The new release chronicles Newvine’s subsequent adventures in hopes others may embrace this version of temporary wanderlust. After that initial stint in New Orleans, she and her husband, John Tebeau, BS ’86, have maintained their home in Brooklyn while working from San Francisco, the Catskills, Ann Arbor, and more. They’ve experienced life in small towns and surf towns. They’ve lived above a coffee shop, in a converted garage, and at the corner of Haight and Ashbury. They’ve encountered setbacks, intestinal distress, and a broken air-conditioner in a third-floor walkup with sealed windows. Throughout, Newvine remained creative, productive, and employed, all while embracing new cultures, adventure, and resilience.

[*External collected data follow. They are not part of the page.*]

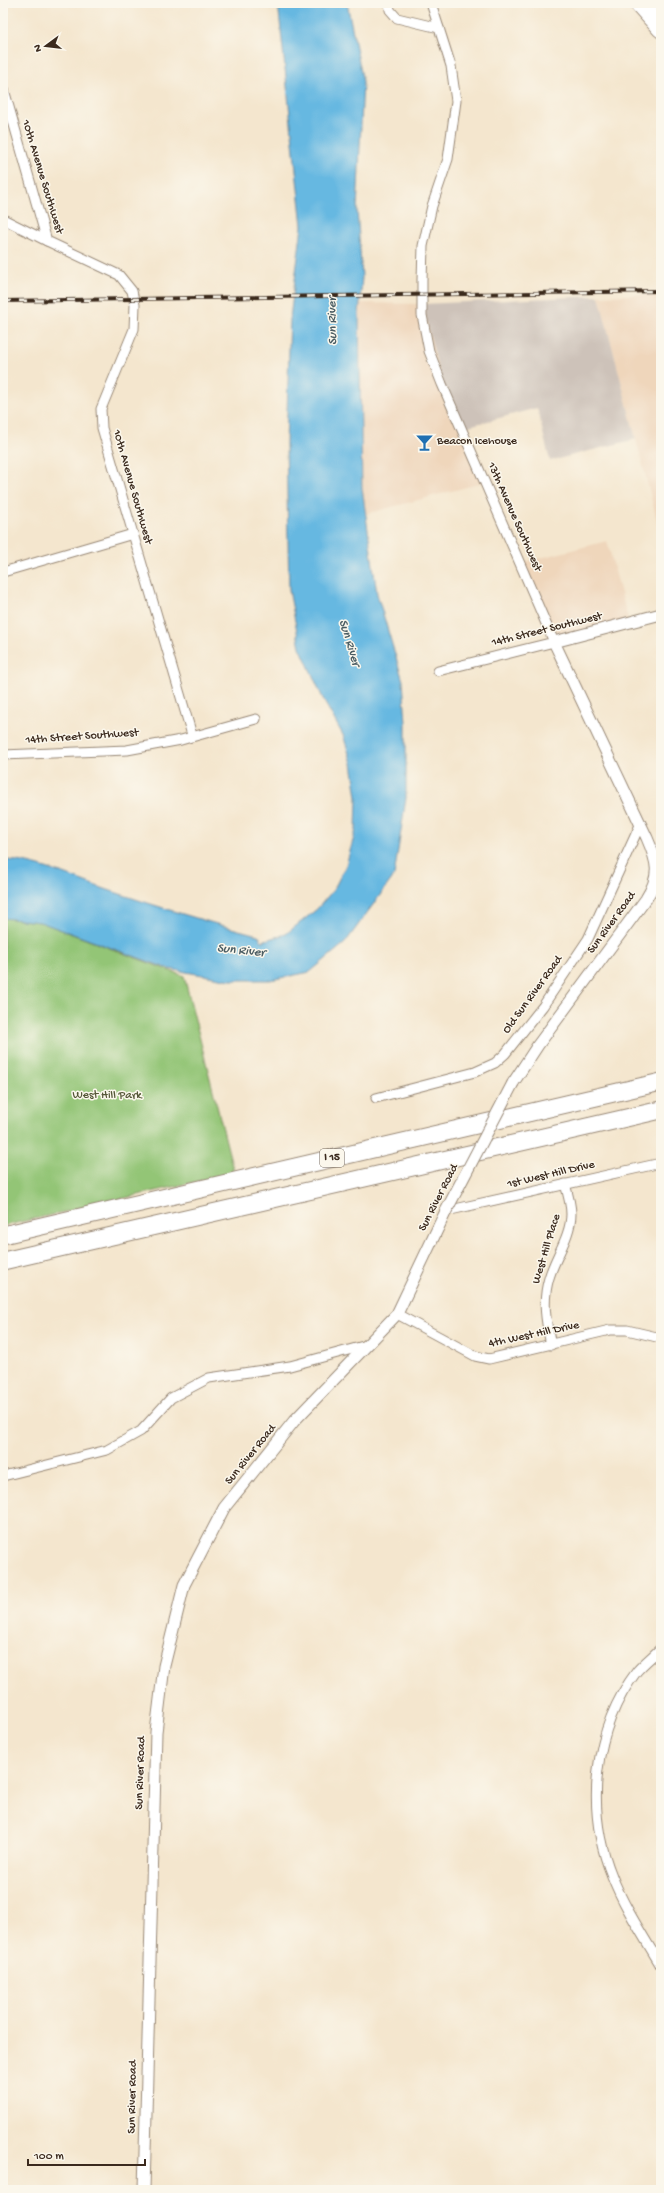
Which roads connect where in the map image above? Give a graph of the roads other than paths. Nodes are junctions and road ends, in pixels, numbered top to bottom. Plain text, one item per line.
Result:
1 (388, 3) edge
2 (431, 3) edge
3 (638, 3) edge
4 (439, 28) junction
5 (661, 29) edge
6 (3, 86) edge
7 (3, 219) edge
8 (47, 241) junction
9 (133, 534) junction
10 (3, 572) edge
11 (661, 614) edge
12 (554, 642) junction
13 (438, 671) dead end
14 (256, 719) dead end
15 (192, 735) junction
16 (3, 755) edge
17 (640, 825) junction
18 (647, 838) junction
19 (661, 859) edge
20 (661, 1082) edge
21 (376, 1098) dead end
22 (661, 1110) edge
23 (661, 1163) edge
24 (565, 1184) junction
25 (446, 1211) junction
26 (3, 1235) edge
27 (3, 1261) edge
28 (397, 1314) junction
29 (661, 1338) edge
30 (367, 1345) junction
31 (551, 1345) junction
32 (3, 1476) edge
33 (661, 1648) edge
34 (661, 1966) edge
35 (144, 2190) edge

1 - 4 street
2 - 4 street, 13th Avenue Southwest
3 - 5 highway
4 - 12 street, 13th Avenue Southwest
6 - 8 street, 10th Avenue Southwest
7 - 8 street
8 - 9 street, 10th Avenue Southwest
9 - 10 street
9 - 15 street, 10th Avenue Southwest
11 - 12 street, 14th Street Southwest
12 - 13 street, 14th Street Southwest
12 - 17 street, 13th Avenue Southwest
14 - 15 street, 14th Street Southwest
15 - 16 street, 14th Street Southwest
17 - 18 street, 13th Avenue Southwest
17 - 21 street, Old Sun River Road
18 - 19 street, 13th Avenue Southwest
18 - 25 street, Sun River Road, bridge
20 - 26 highway, I 15
22 - 27 highway, I 15
23 - 24 street, 1st West Hill Drive
24 - 25 street, 1st West Hill Drive
24 - 31 street, West Hill Place
25 - 28 street, Sun River Road
28 - 30 street, Sun River Road
28 - 31 street, 4th West Hill Drive
29 - 31 street, 4th West Hill Drive
30 - 32 street
30 - 35 street, Sun River Road
33 - 34 street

“Our brain wants to put as many things on autopilot as possible,” she says. “And when we go on a mini sabbatical, every single thing becomes conscious again: Which grocery store do we go to and where do they put the bread? When I’m turning on the light switch in the bathroom of our rental, is it inside the door or outside the door — and do you have to jiggle the handle? It’s all a thought process again, which gets you paying much more attention to what’s happening in your life.”

Secret ingredient

Woman works on laptop at an outdoor patio table surrounded by greenery.

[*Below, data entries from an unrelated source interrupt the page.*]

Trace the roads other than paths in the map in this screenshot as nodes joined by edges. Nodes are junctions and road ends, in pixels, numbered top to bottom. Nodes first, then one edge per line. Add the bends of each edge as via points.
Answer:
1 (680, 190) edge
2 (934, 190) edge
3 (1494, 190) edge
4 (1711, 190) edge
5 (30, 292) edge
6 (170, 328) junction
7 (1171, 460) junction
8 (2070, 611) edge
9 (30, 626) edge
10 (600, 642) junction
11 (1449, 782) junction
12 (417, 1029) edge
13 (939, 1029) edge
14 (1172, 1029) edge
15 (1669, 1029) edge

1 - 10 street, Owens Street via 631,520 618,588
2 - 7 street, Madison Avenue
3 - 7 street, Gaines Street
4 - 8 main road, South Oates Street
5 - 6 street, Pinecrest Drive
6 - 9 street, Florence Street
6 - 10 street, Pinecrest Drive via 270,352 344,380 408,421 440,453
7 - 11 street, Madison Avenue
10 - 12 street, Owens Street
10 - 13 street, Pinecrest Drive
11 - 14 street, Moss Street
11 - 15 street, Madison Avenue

Newvine working outside while temporarily living in Patchogue, Long Island in the summer of 2018. “My coworkers were chickens, ducks, geese and a turkey — much to the amusement of colleagues on video calls,” she says.

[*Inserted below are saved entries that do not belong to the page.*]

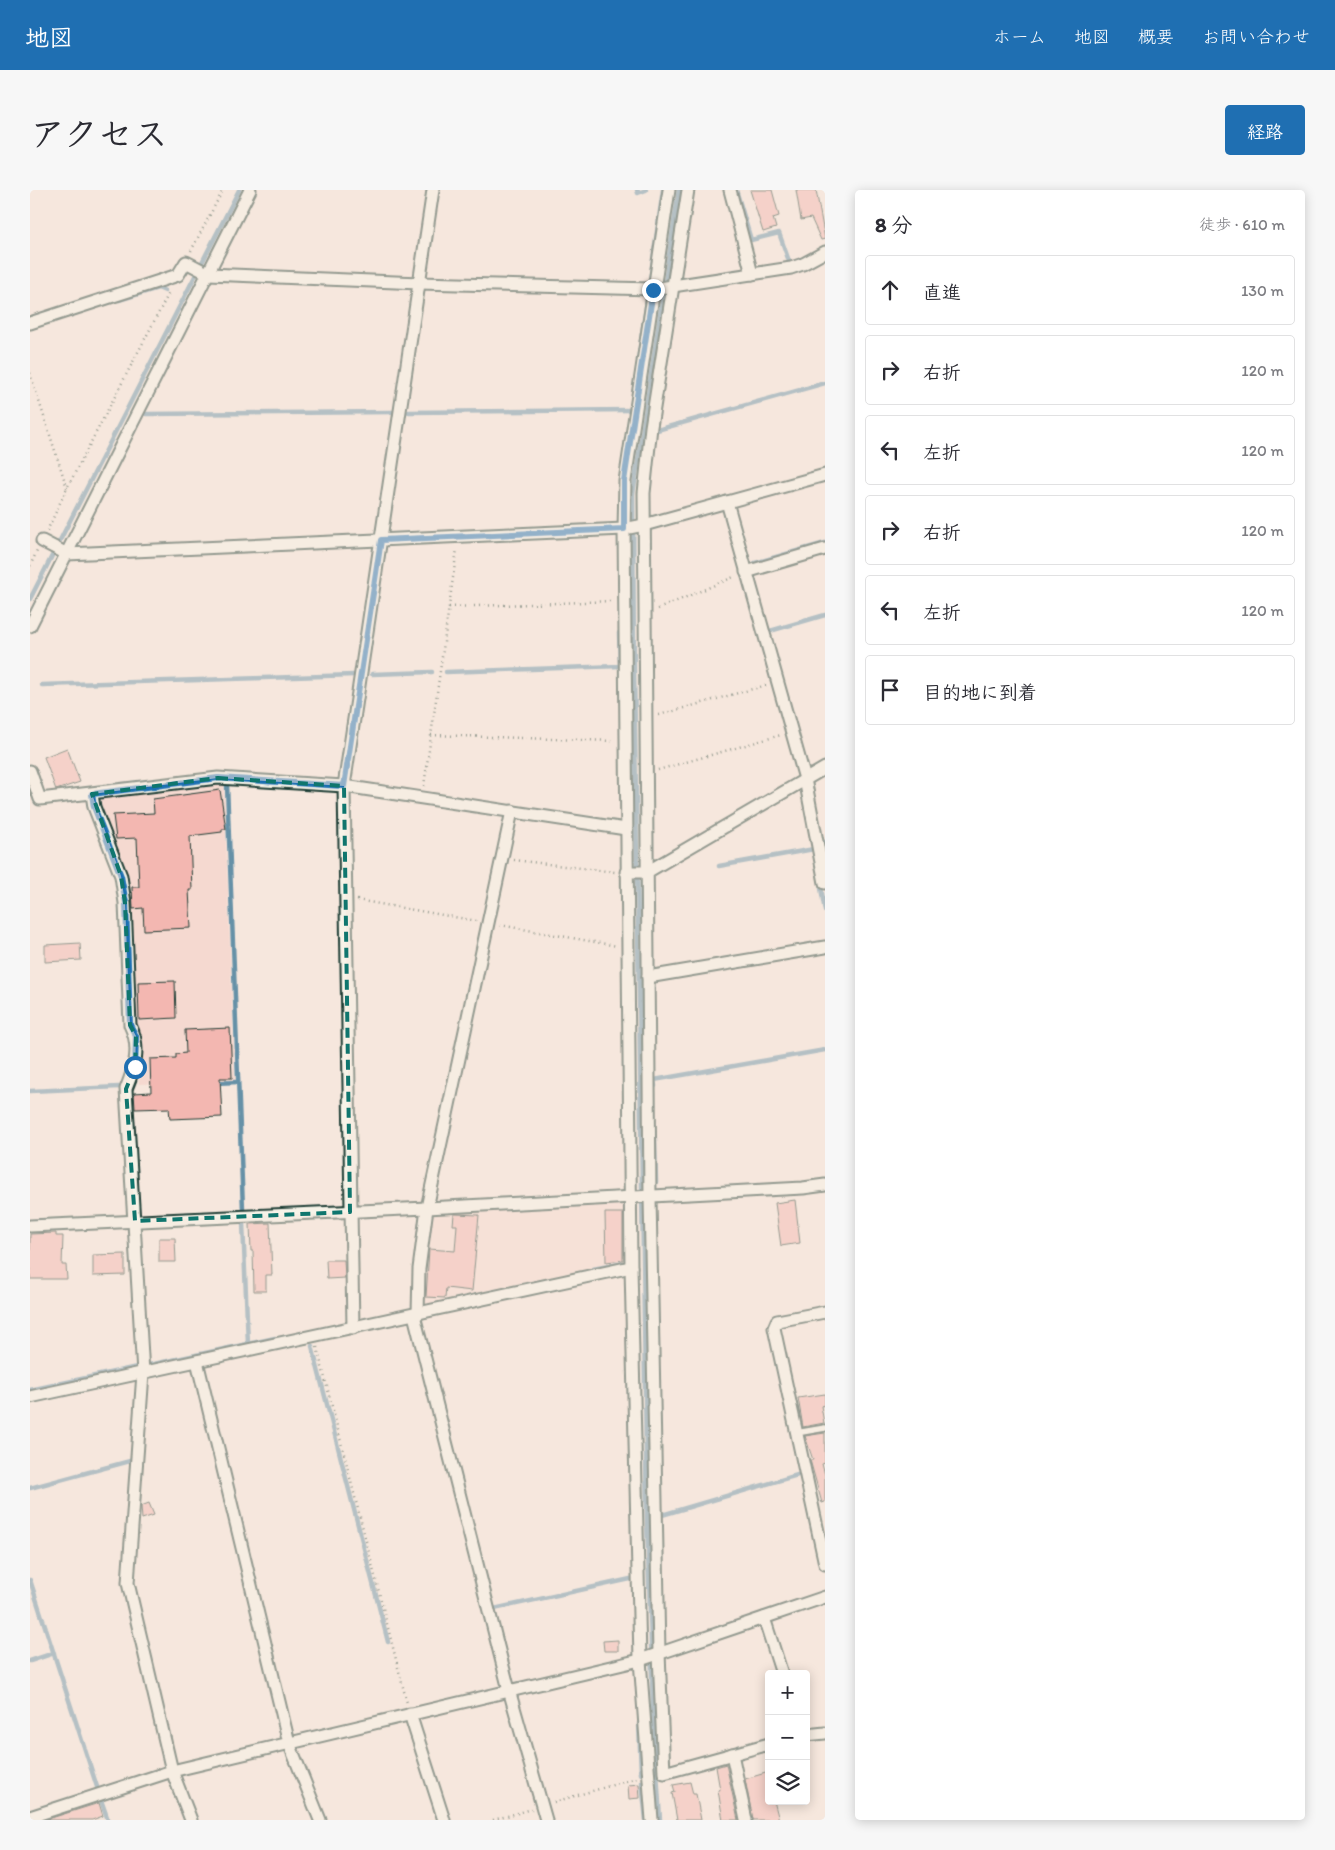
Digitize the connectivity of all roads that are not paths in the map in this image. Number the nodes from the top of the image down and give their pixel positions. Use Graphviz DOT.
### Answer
graph roads {
  1 [pos="250,190"];
  2 [pos="433,190"];
  3 [pos="668,190"];
  4 [pos="688,190"];
  5 [pos="730,190"];
  6 [pos="825,252"];
  7 [pos="207,273"];
  8 [pos="752,274"];
  9 [pos="419,283"];
  10 [pos="672,287"];
  11 [pos="656,289"];
  12 [pos="30,323"];
  13 [pos="825,475"];
  14 [pos="727,502"];
  15 [pos="642,526"];
  16 [pos="626,529"];
  17 [pos="381,540"];
  18 [pos="43,542"];
  19 [pos="825,549"];
  20 [pos="65,553"];
  21 [pos="746,572"];
  22 [pos="30,626"];
  23 [pos="825,768"];
  24 [pos="30,771"];
  25 [pos="805,779"];
  26 [pos="344,786"];
  27 [pos="92,794"];
  28 [pos="512,812"];
  29 [pos="626,829"];
  30 [pos="628,872"];
  31 [pos="645,872"];
  32 [pos="825,883"];
  33 [pos="825,947"];
  34 [pos="648,977"];
  35 [pos="825,1185"];
  36 [pos="648,1197"];
  37 [pos="632,1198"];
  38 [pos="427,1208"];
  39 [pos="350,1212"];
  40 [pos="134,1221"];
  41 [pos="30,1226"];
  42 [pos="631,1267"];
  43 [pos="825,1312"];
  44 [pos="416,1314"];
  45 [pos="353,1328"];
  46 [pos="197,1361"];
  47 [pos="143,1373"];
  48 [pos="30,1397"];
  49 [pos="825,1428"];
  50 [pos="796,1433"];
  51 [pos="825,1564"];
  52 [pos="825,1597"];
  53 [pos="764,1618"];
  54 [pos="650,1656"];
  55 [pos="781,1670"];
  56 [pos="509,1690"];
  57 [pos="410,1714"];
  58 [pos="825,1733"];
  59 [pos="810,1735"];
  60 [pos="289,1743"];
  61 [pos="765,1745"];
  62 [pos="732,1754"];
  63 [pos="172,1771"];
  64 [pos="30,1817"];
  65 [pos="191,1820"];
  66 [pos="320,1820"];
  67 [pos="444,1820"];
  68 [pos="546,1820"];
  69 [pos="652,1820"];
  70 [pos="746,1820"];
  1 -- 7 [label="street"];
  2 -- 9 [label="street"];
  3 -- 11 [label="street"];
  4 -- 10 [label="street"];
  5 -- 8 [label="street"];
  6 -- 8 [label="street"];
  7 -- 9 [label="street"];
  7 -- 12 [label="street"];
  7 -- 20 [label="street"];
  8 -- 10 [label="street"];
  9 -- 11 [label="street"];
  9 -- 17 [label="street"];
  10 -- 11 [label="street"];
  10 -- 15 [label="street"];
  11 -- 16 [label="street"];
  13 -- 14 [label="street"];
  14 -- 15 [label="street"];
  14 -- 21 [label="street"];
  15 -- 16 [label="street"];
  15 -- 31 [label="street"];
  16 -- 17 [label="street"];
  16 -- 29 [label="street"];
  17 -- 20 [label="street"];
  17 -- 26 [label="street"];
  18 -- 20 [label="street"];
  19 -- 21 [label="street"];
  20 -- 22 [label="street"];
  21 -- 25 [label="street"];
  23 -- 25 [label="street"];
  24 -- 27 [label="street"];
  25 -- 31 [label="street"];
  25 -- 32 [label="street"];
  26 -- 27 [label="street"];
  26 -- 28 [label="street"];
  26 -- 39 [label="street"];
  27 -- 40 [label="street"];
  28 -- 29 [label="street"];
  28 -- 38 [label="street"];
  29 -- 30 [label="street"];
  30 -- 31 [label="street"];
  30 -- 37 [label="street"];
  31 -- 34 [label="street"];
  33 -- 34 [label="street"];
  34 -- 36 [label="street"];
  35 -- 36 [label="street"];
  36 -- 37 [label="street"];
  36 -- 54 [label="street"];
  37 -- 38 [label="street"];
  37 -- 42 [label="street"];
  38 -- 39 [label="street"];
  38 -- 44 [label="street"];
  39 -- 40 [label="street"];
  39 -- 45 [label="street"];
  40 -- 41 [label="street"];
  40 -- 47 [label="street"];
  42 -- 44 [label="street"];
  42 -- 54 [label="street"];
  43 -- 50 [label="street"];
  44 -- 45 [label="street"];
  44 -- 56 [label="street"];
  45 -- 46 [label="street"];
  46 -- 47 [label="street"];
  46 -- 60 [label="street"];
  47 -- 48 [label="street"];
  47 -- 63 [label="street"];
  49 -- 50 [label="lane"];
  50 -- 51 [label="street"];
  52 -- 53 [label="street"];
  53 -- 54 [label="street"];
  53 -- 55 [label="street"];
  54 -- 56 [label="street"];
  54 -- 62 [label="street"];
  54 -- 69 [label="street"];
  56 -- 57 [label="street"];
  56 -- 68 [label="street"];
  57 -- 60 [label="street"];
  57 -- 67 [label="street"];
  58 -- 59 [label="street"];
  60 -- 63 [label="street"];
  60 -- 66 [label="street"];
  61 -- 62 [label="street"];
  62 -- 70 [label="street"];
  63 -- 64 [label="street"];
  63 -- 65 [label="street"];
}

The secret to making it work? Keeping the “mini” firmly in your mini sabbatical. Newvine’s sweet spot is five weeks. That’s enough time to immerse in a new routine, make a friend or two, and endure a few unexpected hassles while knowing your home base awaits. The logistics may seem overwhelming to the uninitiated, but Newvine presents a detailed plan that can apply to multiple scenarios, locations, and budgets. She has lists and tips and hacks to share, from which kitchen essentials to pack to how to convince your boss that your mini sabbatical will benefit others in the organization.

“At first, I thought of it like our ‘cookbook’ for how John and I do it,” she says. “But that was so boring, even to me. I wanted to find other people with other flavors of mini sabbaticals so readers could feel like, ‘That sounds like a trip I could do.’”

Newvine spoke to parents and parenting experts, life coaches, and researchers. She interviewed artists, business owners, and people between jobs who took their own mini sabbaticals. Some travelers had savings or disposable income, others were working within a strict budget. Some enjoyed flexible working environments, others had limited time off. A few even worked for organizations that offered formal sabbatical programs. 

You can do it!

Chapter headings are practical and self-explanatory: “To work or not to work,” “Sabbatical with your kids,” “Social life on sabbatical,” and so on. One of the most essential must-reads is the chapter “Giving yourself permission.” It’s relevant whether one is planning a mini sabbatical or not, Newvine says. She muses on the “power of yes,” the concept of luck, and the joy of connecting with all sorts of people. The experience builds confidence, problem-solving skills, and courage because “something always goes wrong,” she says.

Life lessons abound through her subjects’ experiences. Obstacles — real or imagined — are no match for Newvine’s probing questions and imaginative suggestions.

“The levers you can push to make it work for you are kind of infinite,” she says. “And a lot of people who start at, ‘I could never do this’? It turns out they can.”